When you view the car, try to avoid any attempts by the seller to meet away from their address – for a first viewing this is not essential, but if at all avoidable, don’t part with the cash until you have attended the address on the V5C and ideally do the deal there.

Perform the usual checks on the bodywork and engine, looking for signs of excessive wear and tear or damage. Does the condition match the mileage? Check the paperwork is authentic the V5C has watermarks if held to the light. Check that the MOT is up to date before driving and that the tyres are road legal. Finally, take the car for a drive – listen for any strange noises, look for odd smoke or leaks, check all of the electrical features and ensure that you drive the car on as many types of road as is possible in the 15 minutes or so that you should spend driving the car.

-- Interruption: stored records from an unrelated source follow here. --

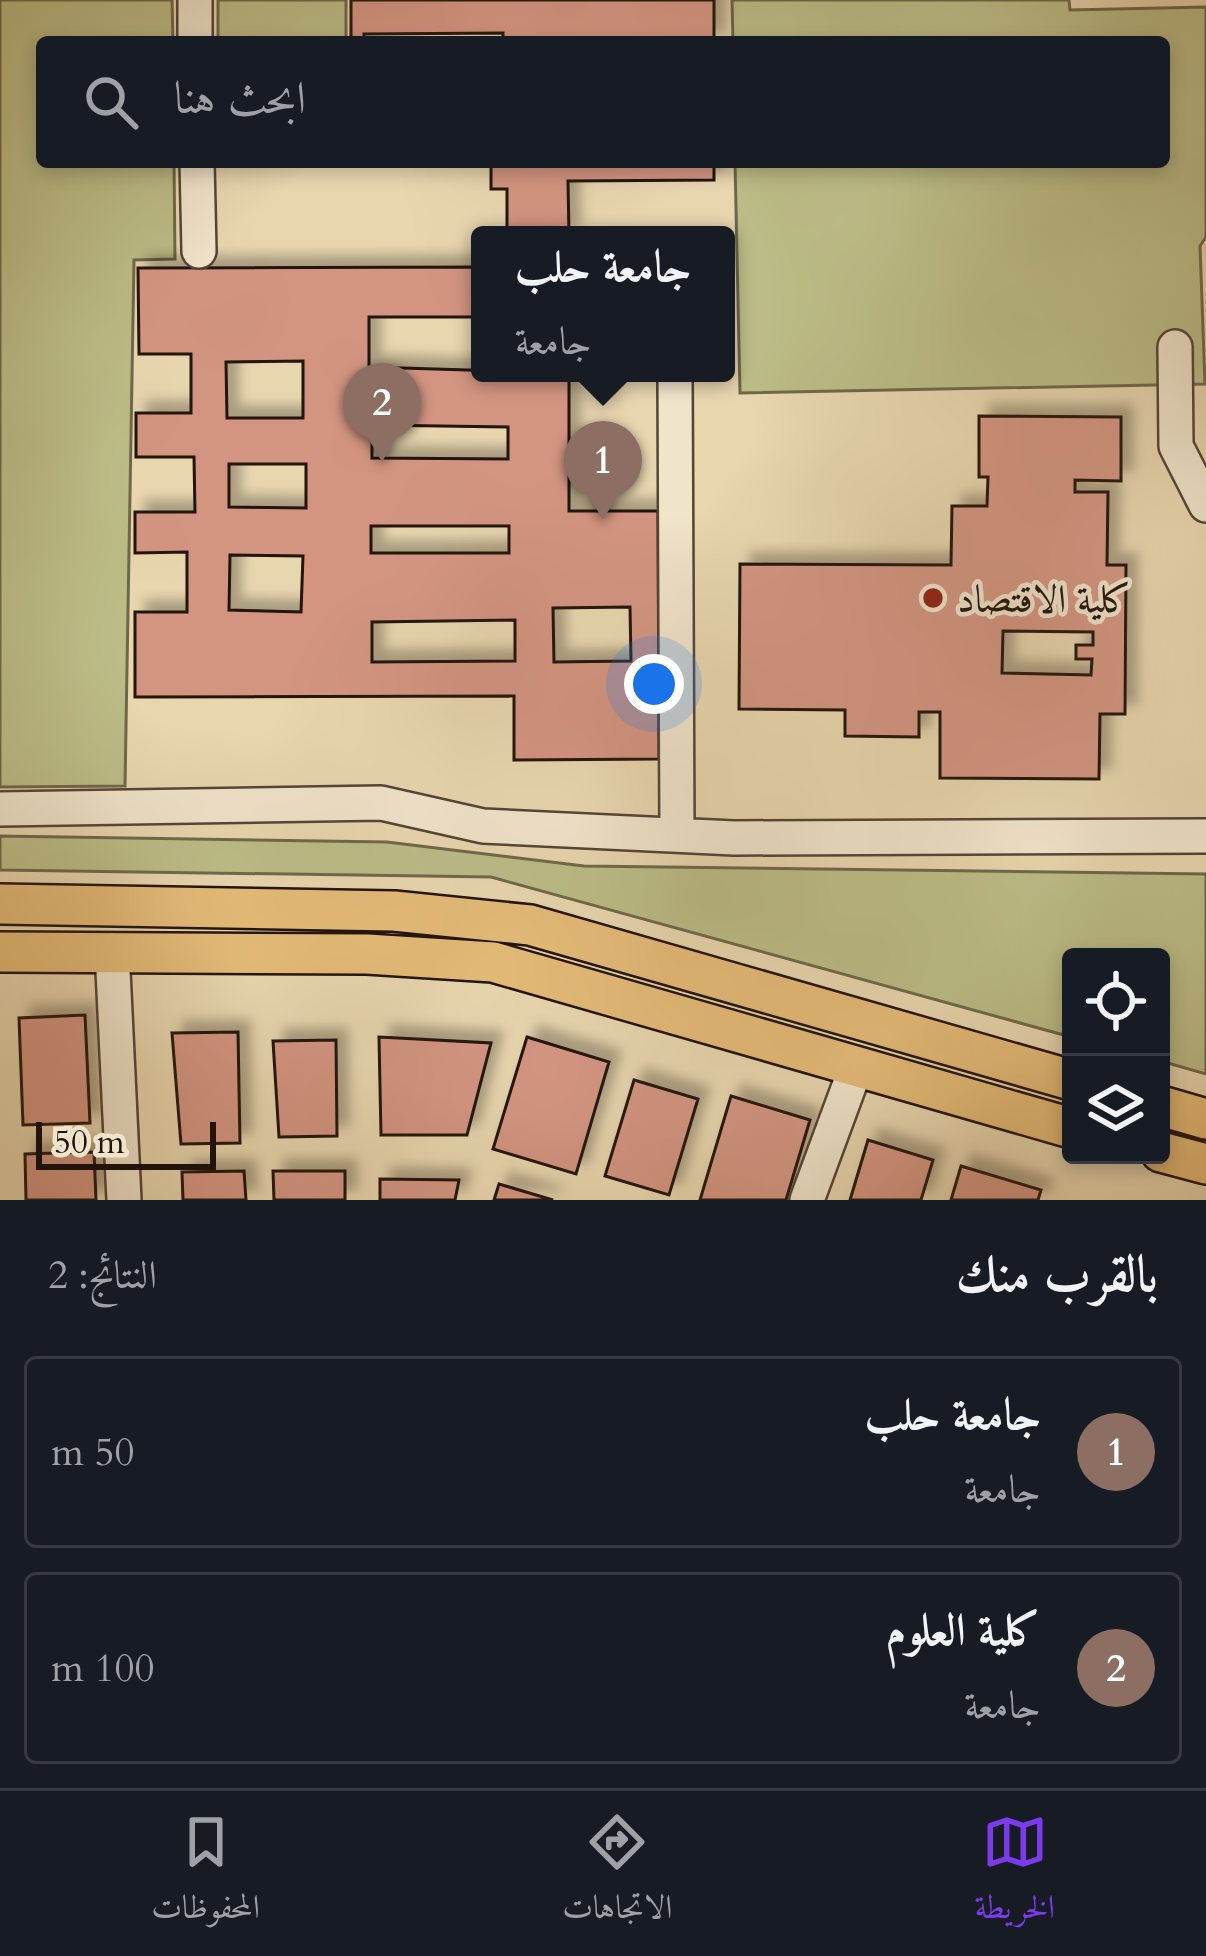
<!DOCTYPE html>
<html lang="ar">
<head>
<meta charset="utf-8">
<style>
  :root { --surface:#171b24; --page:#242831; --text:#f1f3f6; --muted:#9ea1a6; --line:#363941; --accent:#7c3aed }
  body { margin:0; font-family:Cardo,Amiri,serif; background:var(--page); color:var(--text); direction:rtl }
  .controls { position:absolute; right:36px; bottom:36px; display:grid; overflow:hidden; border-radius:12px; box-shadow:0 6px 18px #0003 }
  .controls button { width:108px; height:108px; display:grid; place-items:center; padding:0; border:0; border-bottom:3px solid var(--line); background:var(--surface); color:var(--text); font:60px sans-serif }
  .scale { position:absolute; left:36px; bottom:30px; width:180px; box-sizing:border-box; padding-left:12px; border:6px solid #22130d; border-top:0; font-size:33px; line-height:42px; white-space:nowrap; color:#22130d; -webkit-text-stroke:9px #f0e4cb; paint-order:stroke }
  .you { position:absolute; left:654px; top:684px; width:42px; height:42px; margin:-30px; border:9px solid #fff; border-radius:50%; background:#1a73e8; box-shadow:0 0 0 18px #1a73e833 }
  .badge { display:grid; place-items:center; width:78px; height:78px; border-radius:50%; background:var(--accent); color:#fff; font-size:39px; font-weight:700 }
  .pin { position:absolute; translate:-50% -99px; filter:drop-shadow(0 3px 6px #0008) }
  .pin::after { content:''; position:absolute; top:63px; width:42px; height:36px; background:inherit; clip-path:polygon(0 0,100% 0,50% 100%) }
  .popup { position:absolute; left:471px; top:226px; width:264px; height:156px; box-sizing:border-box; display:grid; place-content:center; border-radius:12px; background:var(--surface); filter:drop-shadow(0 3px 9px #0005); font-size:39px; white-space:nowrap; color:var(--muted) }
  .popup b { font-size:45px; color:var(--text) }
  .popup::after { content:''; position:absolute; left:50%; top:100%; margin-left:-24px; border:24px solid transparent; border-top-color:var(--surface) }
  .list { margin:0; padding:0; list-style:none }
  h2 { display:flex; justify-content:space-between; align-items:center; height:156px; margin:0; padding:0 48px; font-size:51px }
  h2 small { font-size:39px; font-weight:400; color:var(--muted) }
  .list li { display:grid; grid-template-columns:78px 1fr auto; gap:36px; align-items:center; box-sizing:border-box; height:192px; margin:0 24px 24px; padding:0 24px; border:3px solid var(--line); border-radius:12px }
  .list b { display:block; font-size:45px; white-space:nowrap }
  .list p { margin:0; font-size:39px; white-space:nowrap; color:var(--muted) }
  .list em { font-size:39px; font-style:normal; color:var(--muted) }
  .icon { flex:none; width:66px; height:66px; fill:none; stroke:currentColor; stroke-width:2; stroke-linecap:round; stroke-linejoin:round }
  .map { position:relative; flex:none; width:1206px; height:1200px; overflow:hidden; direction:ltr }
  .search { position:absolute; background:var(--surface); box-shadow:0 6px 18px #0003; left:36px; right:36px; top:36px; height:132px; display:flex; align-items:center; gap:30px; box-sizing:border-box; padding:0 42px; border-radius:12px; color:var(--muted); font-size:45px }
  .sheet { height:588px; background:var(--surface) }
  nav { display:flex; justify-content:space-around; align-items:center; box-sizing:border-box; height:168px; border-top:3px solid var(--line); background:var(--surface); font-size:33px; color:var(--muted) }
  nav a { display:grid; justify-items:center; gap:6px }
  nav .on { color:var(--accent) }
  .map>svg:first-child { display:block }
  .green { fill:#bbbc87; stroke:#6e684a; stroke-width:3 }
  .building { fill:#d39582; stroke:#22130d; stroke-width:3; fill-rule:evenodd; filter:url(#shadow) }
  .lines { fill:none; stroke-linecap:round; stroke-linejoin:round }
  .minor-casing { stroke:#544436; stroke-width:38 }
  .major-casing { stroke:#22130d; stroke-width:44 }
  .minor { stroke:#f0e4cb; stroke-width:33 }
  .major { stroke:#e4bb78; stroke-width:39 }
  .poi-dot { fill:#8f2418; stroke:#f0e4cb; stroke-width:4.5 }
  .labels { text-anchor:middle; stroke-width:9; stroke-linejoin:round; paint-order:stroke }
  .poi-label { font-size:39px; fill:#22130d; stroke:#f0e4cb; text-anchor:start }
</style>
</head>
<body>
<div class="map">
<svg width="1206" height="1200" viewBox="0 0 1206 1200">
  <defs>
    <filter id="shadow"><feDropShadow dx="11" dy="-11" stdDeviation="6" flood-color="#0004"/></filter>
  </defs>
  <rect width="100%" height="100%" fill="#e8d6af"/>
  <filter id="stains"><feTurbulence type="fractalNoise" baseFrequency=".00167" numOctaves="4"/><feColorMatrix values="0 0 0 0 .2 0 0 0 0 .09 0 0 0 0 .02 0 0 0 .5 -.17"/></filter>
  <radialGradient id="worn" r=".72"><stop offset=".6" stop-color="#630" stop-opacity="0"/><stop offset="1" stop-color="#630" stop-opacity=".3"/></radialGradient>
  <path class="green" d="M0,0H172L173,42H42V162H174L175,259L134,260L125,786L0,787Z
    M218,0H346V42H218Z
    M732,0H1069L1070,10L1206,7V237L1200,246L1205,384L740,393L735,162H1164V42H733Z
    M0,836L387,842L584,866L1206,874V1074L1161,1061V957H1071V1037L491,877L0,870Z"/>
  <path class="building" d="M351,0H714V42H503V33L364,34V42H351Z
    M491,162H714V180L568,181L569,235H507V189H491Z
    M480,267V317H369V367L569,373V511H658L659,759L514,760V696L135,697V612H187V552L135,553V512H195L194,457H136V413H191V354H139L138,268ZM303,361V418H227L226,362ZM372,425L508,427V459L372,458ZM229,464H306V508L229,507ZM371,526H509V553H371ZM230,555L303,556L301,612L229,610ZM630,607L631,661L554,662L553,608ZM515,620V661L372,662V622Z
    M979,416L1121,417V481L1075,480V492H1108L1107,565H1126L1125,714H1100L1099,779L940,778V712H919V737L845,736V710L739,709L740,564L951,565L952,506H987L988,477H979ZM1003,631L1093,632V645H1076V659H1092L1091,675L1002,673Z
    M85,1015L90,1123L23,1125L19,1018Z
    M238,1032L240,1143L181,1144L172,1033Z
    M379,1037L491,1043L467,1135H381Z
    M527,1037L609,1062L576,1174L493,1149Z
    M336,1040L337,1136L279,1137L273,1041Z
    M634,1080L698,1099L669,1195L605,1176Z
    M731,1096L810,1120L786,1200H700Z
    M868,1140L933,1160L921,1200H850Z
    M94,1152L96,1200H26L25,1154Z
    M961,1166L1041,1190L1038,1200H951Z
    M244,1171L246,1200H183L182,1172Z
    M273,1171H345V1200H274Z
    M380,1179L459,1180L455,1200H380Z
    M499,1184L553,1200H494Z"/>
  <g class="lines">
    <g class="minor-casing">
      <path id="minor" d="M195,0V42
        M197,162L199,251
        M1175,347L1176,446L1206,505
        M675,373L677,835
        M0,809L381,803L483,826L734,838L1206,836
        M112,950L124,1200
        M807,1200L855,1070"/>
    </g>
    <g class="major-casing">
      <path id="major" d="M0,904L394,911L530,925L1071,1080
        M0,952L367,954L493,962L1071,1128
        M1161,1106L1206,1119
        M1161,1152L1206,1164"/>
    </g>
    <use href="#minor" class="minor"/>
    <use href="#major" class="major"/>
  </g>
  <circle class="poi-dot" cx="933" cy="598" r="12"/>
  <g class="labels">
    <g class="poi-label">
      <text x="957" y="612">كلية الاقتصاد</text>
    </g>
  </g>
  <rect width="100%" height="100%" filter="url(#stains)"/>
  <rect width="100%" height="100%" fill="url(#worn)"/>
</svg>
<div class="controls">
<button><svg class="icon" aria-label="locate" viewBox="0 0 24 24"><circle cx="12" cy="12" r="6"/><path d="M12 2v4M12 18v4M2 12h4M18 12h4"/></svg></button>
<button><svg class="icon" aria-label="layers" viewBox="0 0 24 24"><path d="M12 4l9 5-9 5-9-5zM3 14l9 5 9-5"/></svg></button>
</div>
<div class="scale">50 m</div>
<div class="you"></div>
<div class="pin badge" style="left:603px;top:520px;background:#8d6e63">1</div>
<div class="popup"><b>جامعة حلب</b>جامعة</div>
<div class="pin badge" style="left:382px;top:462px;background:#8d6e63">2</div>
<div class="search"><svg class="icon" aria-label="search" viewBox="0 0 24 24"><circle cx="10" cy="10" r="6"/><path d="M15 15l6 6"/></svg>ابحث هنا</div>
</div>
<section class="sheet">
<h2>بالقرب منك<small>النتائج: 2</small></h2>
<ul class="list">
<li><span class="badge" style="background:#8d6e63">1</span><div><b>جامعة حلب</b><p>جامعة</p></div><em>50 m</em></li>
<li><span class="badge" style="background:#8d6e63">2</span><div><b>كلية العلوم</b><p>جامعة</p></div><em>100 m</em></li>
</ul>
</section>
<nav>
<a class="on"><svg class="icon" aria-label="map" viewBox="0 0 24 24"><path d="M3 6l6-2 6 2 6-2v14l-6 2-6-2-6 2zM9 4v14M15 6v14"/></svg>الخريطة</a>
<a><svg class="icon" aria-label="directions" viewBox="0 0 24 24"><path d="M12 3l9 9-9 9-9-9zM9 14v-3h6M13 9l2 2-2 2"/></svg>الاتجاهات</a>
<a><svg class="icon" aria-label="saved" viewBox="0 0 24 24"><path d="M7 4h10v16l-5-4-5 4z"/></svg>المحفوظات</a>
</nav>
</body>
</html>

If you have nagging doubts, walk away – there will be other cars. If you decide to proceed, go through the final checks – re-check the paperwork, validate the VIN number against that on the chassis of the car and ensure the tax disc is genuine and in date. When it comes to payment, if paying a deposit ensure a receipt is written which confirms the full price to pay and the sum of any deposit(s) paid – ideally make all payments using bank transfer using the vehicle’s registration number as a reference. Again, check that the bank account name matches up with the seller, or that there is a reasonable explanation if it doesn’t.

Smart phones typically facilitate instant transfer between payees – if you can set that up before paying the final amount it saves a lot of time and provides an audit trail in the event of any issues – with the Faster Payments service, most transactions will show instantly on the seller’s online banking. It’s possible you will have to use the seller’s computer to make the transfer – if so, check that virus protection is installed, and consider changing your password when you return home. Cash should really only be used as a last resort.

Finally follow the instructions on the V5C - complete and sign the new keeper parts of the V5C which should then be countersigned by the seller, retain the appropriate section from the right hand side and leave the main part with the seller to return to the DVLA. Take all paperwork with you, resist any attempts to retain certain parts that are part of the history, if not covered already ensure that your insurance and breakdown providers are aware of your purchase and drive home without too much vigour.

Some careful research, most of which can be accessed for free - such as the Directgov MOT check service, is the most essential part of purchasing a used car privately – letting your heart rule your head can easily result in you losing at least what you pay for the car and the dream can rapidly descend into a nightmare without care and taking some simple precautions.